- _Available data_
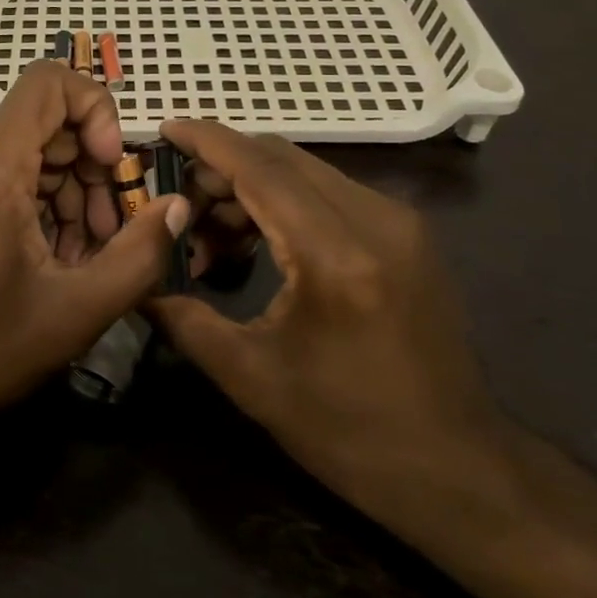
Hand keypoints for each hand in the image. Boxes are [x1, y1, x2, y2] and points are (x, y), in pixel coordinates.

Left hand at [0, 63, 186, 447]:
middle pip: (50, 123)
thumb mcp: (78, 309)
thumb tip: (178, 206)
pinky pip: (14, 177)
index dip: (96, 108)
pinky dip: (48, 205)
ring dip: (76, 193)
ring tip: (92, 255)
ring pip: (36, 152)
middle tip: (116, 230)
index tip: (116, 164)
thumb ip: (140, 253)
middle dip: (96, 168)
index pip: (48, 82)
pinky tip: (63, 257)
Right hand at [148, 120, 510, 524]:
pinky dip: (285, 202)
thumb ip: (185, 319)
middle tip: (177, 201)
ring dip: (252, 186)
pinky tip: (258, 241)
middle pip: (282, 159)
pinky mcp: (407, 235)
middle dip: (222, 168)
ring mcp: (399, 223)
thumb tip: (137, 284)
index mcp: (336, 255)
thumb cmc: (351, 431)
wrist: (459, 470)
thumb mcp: (252, 379)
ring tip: (211, 234)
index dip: (207, 142)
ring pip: (306, 172)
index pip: (260, 168)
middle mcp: (376, 220)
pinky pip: (331, 194)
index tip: (165, 127)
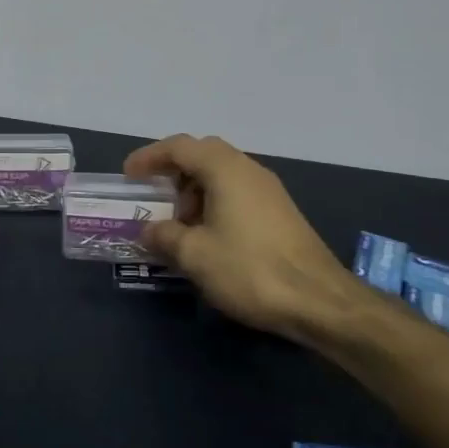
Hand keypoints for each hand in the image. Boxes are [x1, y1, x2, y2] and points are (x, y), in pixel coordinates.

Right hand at [123, 134, 349, 337]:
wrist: (319, 300)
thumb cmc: (249, 269)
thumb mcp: (195, 255)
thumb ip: (165, 236)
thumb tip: (150, 230)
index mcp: (225, 169)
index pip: (179, 147)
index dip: (150, 157)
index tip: (130, 175)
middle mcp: (248, 169)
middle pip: (203, 155)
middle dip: (174, 173)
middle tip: (157, 199)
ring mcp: (269, 190)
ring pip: (222, 175)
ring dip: (195, 192)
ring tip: (182, 227)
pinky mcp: (280, 212)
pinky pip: (238, 192)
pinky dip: (215, 204)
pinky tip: (210, 238)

- _Exercise aim_
If a line of the entries contains "index", it counts; say how many such lines there are and give only the number.

- _Task solution_
11